The mystery of memory

Scientists study how new impressions are transferred in long-term memory

June 22, 2015

Brain research was revolutionized by the famous case of patient H.M., who could not remember any new experiences following brain surgery in 1953. Only a small area of the brain – the hippocampus – is responsible for encoding new impressions in long-term memory. Alessio Attardo, now group leader in the Department of Stress Neurobiology and Neurogenetics at the Max Planck Institute of Psychiatry in Munich, showed that dendritic spines and synapses in mouse hippocampus only last as long as it takes to transfer information into long-term memory. For their experiments the scientists developed new microscopy technology and sophisticated mathematical models.

In 1953, Henry Molaison, widely known as patient H.M., lost his ability to store new memories. What happened? Since childhood, H.M. had suffered from severe epileptic seizures. In pioneering surgery, finger-sized parts of the medial temporal lobe including the hippocampus were removed from both of his brain hemispheres. Indeed, his epileptic seizures became less frequent, but from then on, H.M. could no longer store new memories – his brain could no longer transfer new experiences into his long-term memory. We now know that various kinds of information coalesce in the hippocampus, are processed and sent back to the cerebral cortex for long-term storage. The hippocampus is the central switch for the transfer of memories from short-term to long-term memory.

What happens at the cellular level during information processing in the hippocampus? Since 2008, neuroscientist Alessio Attardo, now group leader in the Department of Stress Neurobiology and Neurogenetics at the Max Planck Institute of Psychiatry in Munich, has been studying this topic together with James Fitzgerald, a theoretical physicist now at Harvard University (USA), under the supervision of Mark Schnitzer at Stanford University (USA).

Nerve cells communicate with each other via so-called synapses: specialized structures located on finger-like protrusions called dendritic spines. When signals are sent repeatedly from one nerve cell to another, the synapses and dendritic spines between these cells become more stable. “In the brain regions responsible for long-term memory storage, there are stable dendritic spines storing memories for life and unstable dendritic spines, which are stabilized by acquisition of new information,” explains Alessio Attardo. “We thought this might not apply to the hippocampus because it specializes in transient processing of memories.”

And indeed that’s how it is.
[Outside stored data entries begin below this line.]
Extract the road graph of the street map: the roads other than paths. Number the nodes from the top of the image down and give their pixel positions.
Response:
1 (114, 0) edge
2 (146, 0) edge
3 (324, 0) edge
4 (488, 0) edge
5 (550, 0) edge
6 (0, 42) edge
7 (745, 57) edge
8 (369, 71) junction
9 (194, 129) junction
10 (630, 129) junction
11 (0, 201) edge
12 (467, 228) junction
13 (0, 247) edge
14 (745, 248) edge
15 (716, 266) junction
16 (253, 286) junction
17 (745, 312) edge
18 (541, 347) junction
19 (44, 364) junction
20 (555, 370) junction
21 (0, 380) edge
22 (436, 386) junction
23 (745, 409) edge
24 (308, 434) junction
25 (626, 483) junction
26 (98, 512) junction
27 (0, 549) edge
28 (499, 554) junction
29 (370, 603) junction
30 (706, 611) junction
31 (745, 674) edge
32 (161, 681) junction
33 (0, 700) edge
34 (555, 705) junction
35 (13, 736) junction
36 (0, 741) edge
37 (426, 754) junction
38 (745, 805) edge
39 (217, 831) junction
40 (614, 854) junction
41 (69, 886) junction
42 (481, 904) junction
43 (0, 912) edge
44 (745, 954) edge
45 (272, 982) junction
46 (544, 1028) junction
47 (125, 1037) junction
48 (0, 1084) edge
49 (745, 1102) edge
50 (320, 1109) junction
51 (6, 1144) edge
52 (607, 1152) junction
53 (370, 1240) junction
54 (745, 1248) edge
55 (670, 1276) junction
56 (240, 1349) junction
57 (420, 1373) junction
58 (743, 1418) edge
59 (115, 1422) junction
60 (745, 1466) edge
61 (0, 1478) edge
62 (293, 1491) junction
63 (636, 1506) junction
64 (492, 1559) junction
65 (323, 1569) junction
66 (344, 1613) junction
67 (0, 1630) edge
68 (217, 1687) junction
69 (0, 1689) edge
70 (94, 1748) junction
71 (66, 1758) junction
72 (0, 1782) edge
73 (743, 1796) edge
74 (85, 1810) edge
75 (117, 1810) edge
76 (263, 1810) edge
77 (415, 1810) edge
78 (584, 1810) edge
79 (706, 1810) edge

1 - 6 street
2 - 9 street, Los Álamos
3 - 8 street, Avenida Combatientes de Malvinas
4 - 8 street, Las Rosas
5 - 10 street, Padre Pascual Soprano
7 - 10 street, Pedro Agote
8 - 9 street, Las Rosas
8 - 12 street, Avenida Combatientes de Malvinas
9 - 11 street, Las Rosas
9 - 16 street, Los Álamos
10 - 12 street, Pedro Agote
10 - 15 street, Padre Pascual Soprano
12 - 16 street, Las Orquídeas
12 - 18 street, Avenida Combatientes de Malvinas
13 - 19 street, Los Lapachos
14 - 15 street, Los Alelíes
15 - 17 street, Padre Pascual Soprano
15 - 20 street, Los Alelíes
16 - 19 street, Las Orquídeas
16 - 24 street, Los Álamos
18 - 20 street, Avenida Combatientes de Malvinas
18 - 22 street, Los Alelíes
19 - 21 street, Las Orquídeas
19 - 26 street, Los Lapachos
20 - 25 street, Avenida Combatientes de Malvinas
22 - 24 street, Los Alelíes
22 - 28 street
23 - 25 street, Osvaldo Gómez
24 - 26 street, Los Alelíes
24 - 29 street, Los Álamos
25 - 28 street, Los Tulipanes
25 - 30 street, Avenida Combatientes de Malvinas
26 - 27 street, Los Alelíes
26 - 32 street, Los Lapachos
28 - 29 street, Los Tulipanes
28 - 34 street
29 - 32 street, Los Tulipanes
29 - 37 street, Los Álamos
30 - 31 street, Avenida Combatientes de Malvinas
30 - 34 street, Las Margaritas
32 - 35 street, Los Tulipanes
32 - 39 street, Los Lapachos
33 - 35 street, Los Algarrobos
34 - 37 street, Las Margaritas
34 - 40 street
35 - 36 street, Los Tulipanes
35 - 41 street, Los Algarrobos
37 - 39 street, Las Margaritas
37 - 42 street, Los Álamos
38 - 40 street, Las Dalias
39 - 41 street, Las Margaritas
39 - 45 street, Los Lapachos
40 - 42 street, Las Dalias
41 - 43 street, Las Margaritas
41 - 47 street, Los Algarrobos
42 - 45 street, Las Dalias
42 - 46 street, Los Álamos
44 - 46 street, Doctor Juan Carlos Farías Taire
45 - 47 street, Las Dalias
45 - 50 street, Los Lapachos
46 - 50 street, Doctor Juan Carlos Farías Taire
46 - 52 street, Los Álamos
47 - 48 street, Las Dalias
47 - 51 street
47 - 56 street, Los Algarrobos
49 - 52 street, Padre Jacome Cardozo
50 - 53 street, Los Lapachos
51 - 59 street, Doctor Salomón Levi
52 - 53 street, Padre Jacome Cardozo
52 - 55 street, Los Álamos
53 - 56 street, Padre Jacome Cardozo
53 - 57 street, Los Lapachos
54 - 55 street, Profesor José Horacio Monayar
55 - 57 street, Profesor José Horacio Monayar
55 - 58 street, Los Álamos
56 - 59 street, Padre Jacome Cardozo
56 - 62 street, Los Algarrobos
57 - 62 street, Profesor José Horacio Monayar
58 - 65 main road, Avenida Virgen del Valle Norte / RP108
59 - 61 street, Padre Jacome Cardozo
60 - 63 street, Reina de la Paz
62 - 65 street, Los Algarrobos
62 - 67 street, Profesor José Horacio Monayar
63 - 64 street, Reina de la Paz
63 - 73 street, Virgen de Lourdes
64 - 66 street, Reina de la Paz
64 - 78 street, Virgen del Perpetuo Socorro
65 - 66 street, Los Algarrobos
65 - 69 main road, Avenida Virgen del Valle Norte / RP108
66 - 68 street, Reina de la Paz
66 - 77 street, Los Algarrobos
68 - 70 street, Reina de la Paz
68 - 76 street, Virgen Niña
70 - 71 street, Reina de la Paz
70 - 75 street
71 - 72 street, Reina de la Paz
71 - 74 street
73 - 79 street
Applying the latest microscopy technology and sophisticated mathematical methods, the scientists now have very strong evidence that dendritic spines in mouse hippocampus only last for about 30 days – exactly as long as it takes to transfer memories into long-term storage in other brain regions. For their experiments Alessio Attardo and his colleagues developed a new minimally-invasive optical technique. Using a micro-endoscope in connection with a 2-photon microscope, they were able to acquire highly detailed images of dendritic spines in the hippocampus of live mice for several weeks.

“Owing to the fate of patient H.M., brain research realised the fundamental role of the hippocampus in learning and memory,” Alessio Attardo summarizes. “Our new methods open the way to completely new experiments that will elucidate the relationship between synapses and learning in the hippocampus. Our laboratory in Munich will focus on the influence of stress on the cellular processes that govern hippocampal learning.”